Without any images, write the listing below out word for word.

◇ ◇ ◇ ◇ ◇

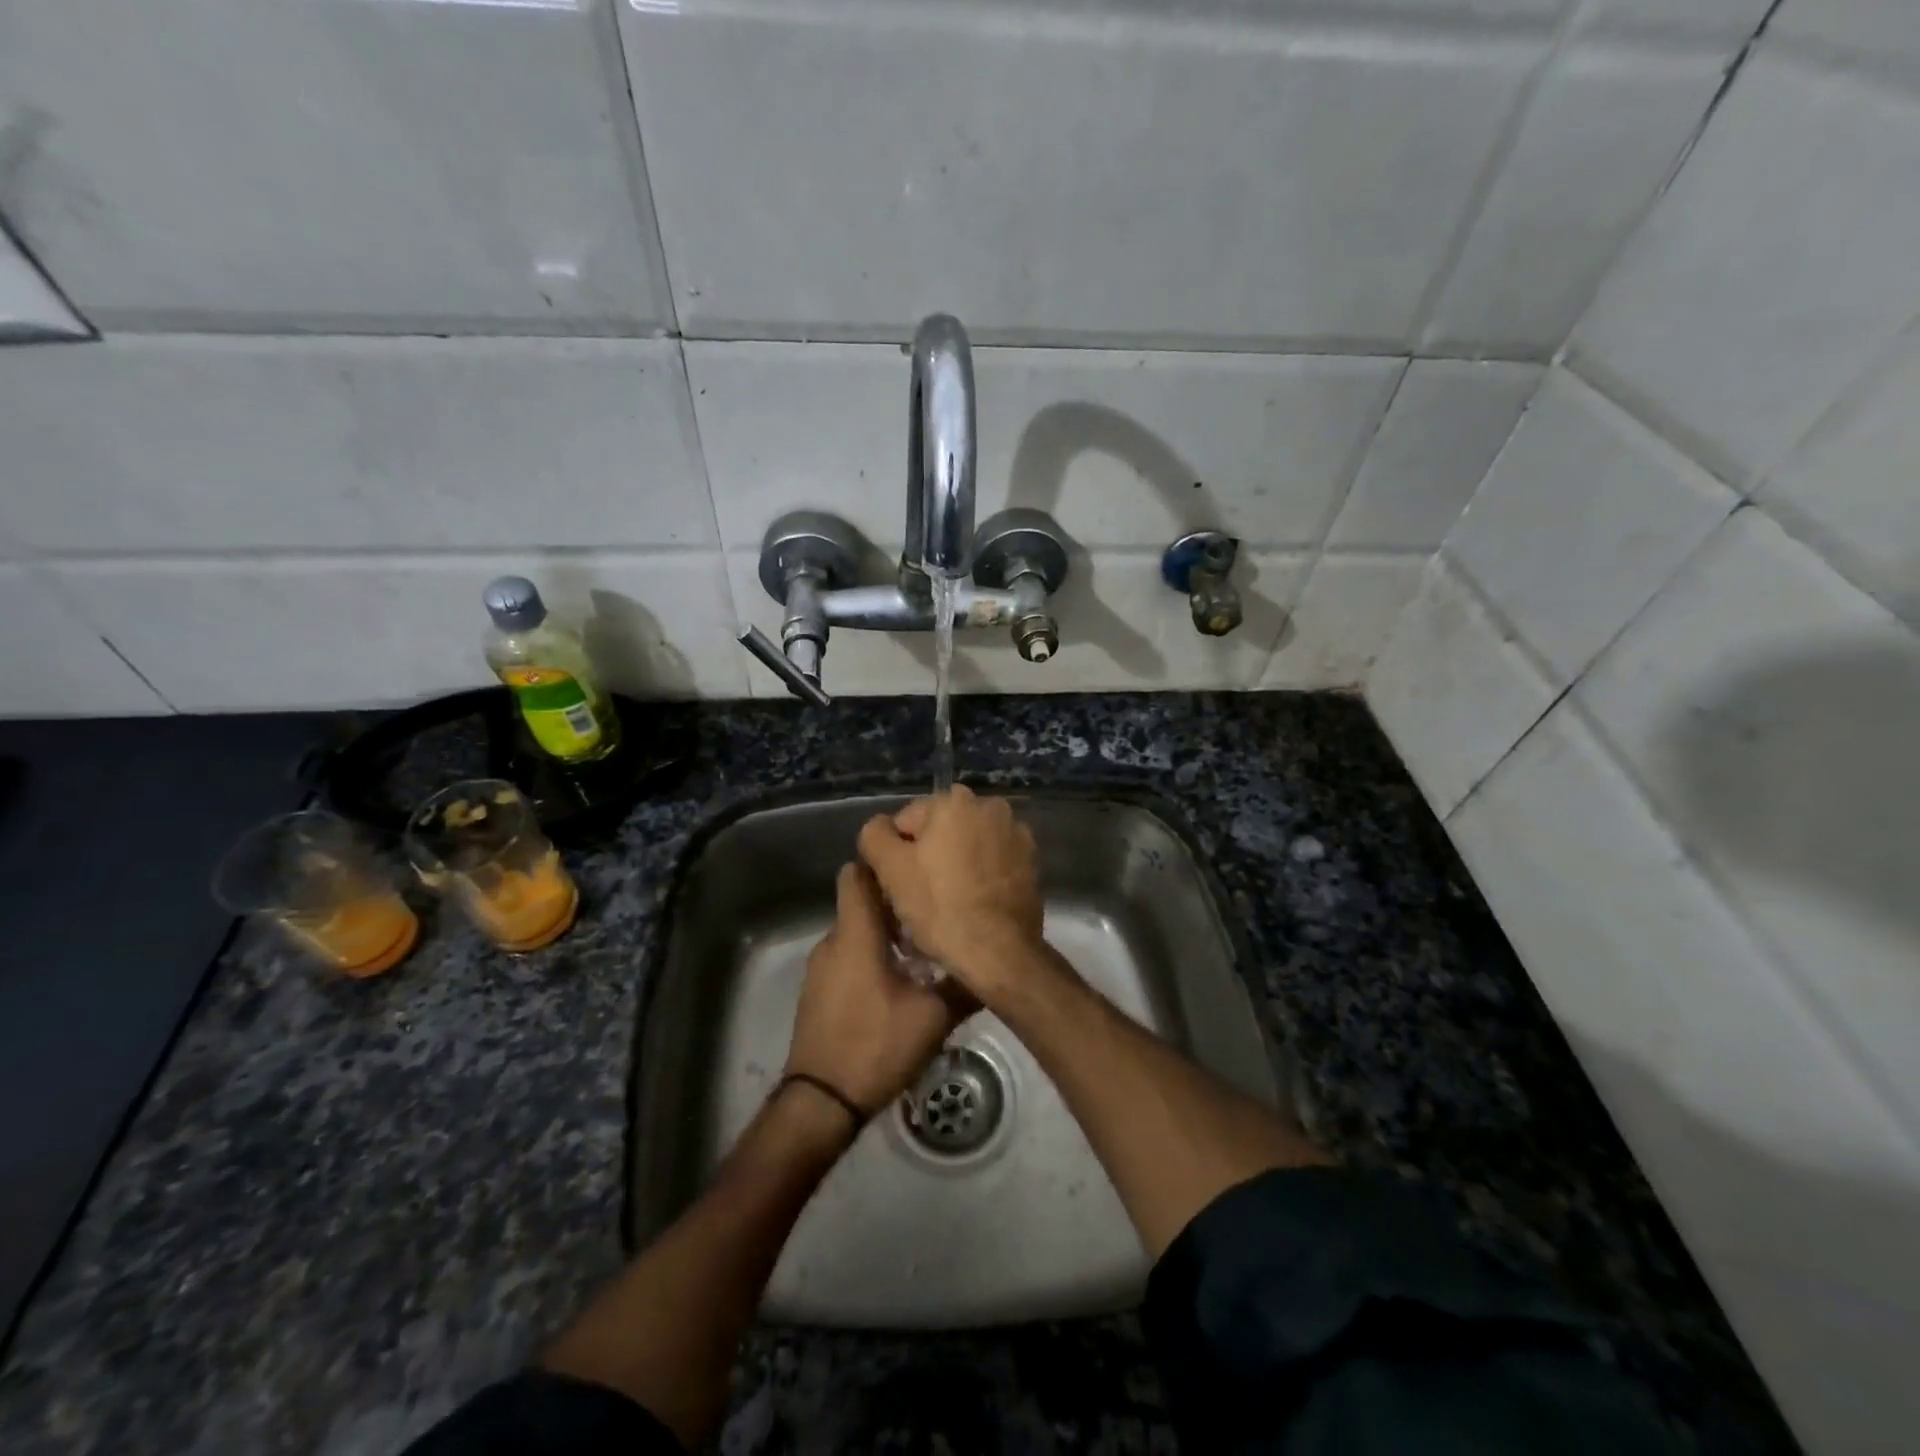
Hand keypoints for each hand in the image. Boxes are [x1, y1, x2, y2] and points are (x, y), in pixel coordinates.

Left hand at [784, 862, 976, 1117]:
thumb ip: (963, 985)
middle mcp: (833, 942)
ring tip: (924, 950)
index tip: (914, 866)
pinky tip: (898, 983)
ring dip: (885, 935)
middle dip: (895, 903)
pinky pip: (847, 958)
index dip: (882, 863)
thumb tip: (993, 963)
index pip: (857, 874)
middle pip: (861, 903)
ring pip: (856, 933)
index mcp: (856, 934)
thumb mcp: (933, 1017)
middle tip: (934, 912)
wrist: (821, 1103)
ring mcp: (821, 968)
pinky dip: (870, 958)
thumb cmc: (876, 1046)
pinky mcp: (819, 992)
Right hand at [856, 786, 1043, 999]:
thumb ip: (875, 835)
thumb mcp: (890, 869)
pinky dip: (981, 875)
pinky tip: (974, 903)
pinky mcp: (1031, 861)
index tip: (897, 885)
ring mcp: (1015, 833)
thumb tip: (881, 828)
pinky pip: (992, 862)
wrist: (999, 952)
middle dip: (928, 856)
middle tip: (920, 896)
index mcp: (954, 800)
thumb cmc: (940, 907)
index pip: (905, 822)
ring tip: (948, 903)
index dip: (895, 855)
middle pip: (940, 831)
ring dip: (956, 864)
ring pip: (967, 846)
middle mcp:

◇ ◇ ◇ ◇ ◇

Solution for this task:
Hand keypoints for each hand in the image. Boxes are [x1, y1, x2, y2] and points are (x, y), in pixel coordinates.

Left hand at [784, 862, 976, 1117]:
thumb ip: (963, 985)
middle mcp: (833, 942)
ring tip: (924, 950)
index tip: (914, 866)
pinky tip: (898, 983)
ring dip: (885, 935)
middle dip: (895, 903)
pinky pip: (847, 958)
index dip: (882, 863)
thumb tip: (993, 963)
index pip: (857, 874)
middle pip: (861, 903)
ring pip: (856, 933)
index mcp: (856, 934)
thumb mcp: (933, 1017)
middle tip: (934, 912)
wrist: (821, 1103)
ring mcp: (821, 968)
pinky dip: (870, 958)
thumb cmc: (876, 1046)
pinky mcp: (819, 992)
Right hand at [856, 786, 1043, 999]:
thumb ip: (875, 835)
thumb mcp: (890, 869)
pinky dip: (981, 875)
pinky tip: (974, 903)
pinky mcp: (1031, 861)
index tip: (897, 885)
ring mcp: (1015, 833)
thumb tip: (881, 828)
pinky pip: (992, 862)
wrist: (999, 952)
middle dip: (928, 856)
middle tip: (920, 896)
index mcp: (954, 800)
thumb cmc: (940, 907)
index pip: (905, 822)
ring tip: (948, 903)
index dip: (895, 855)
middle pip: (940, 831)
ring dip: (956, 864)
ring pip: (967, 846)
middle mcp:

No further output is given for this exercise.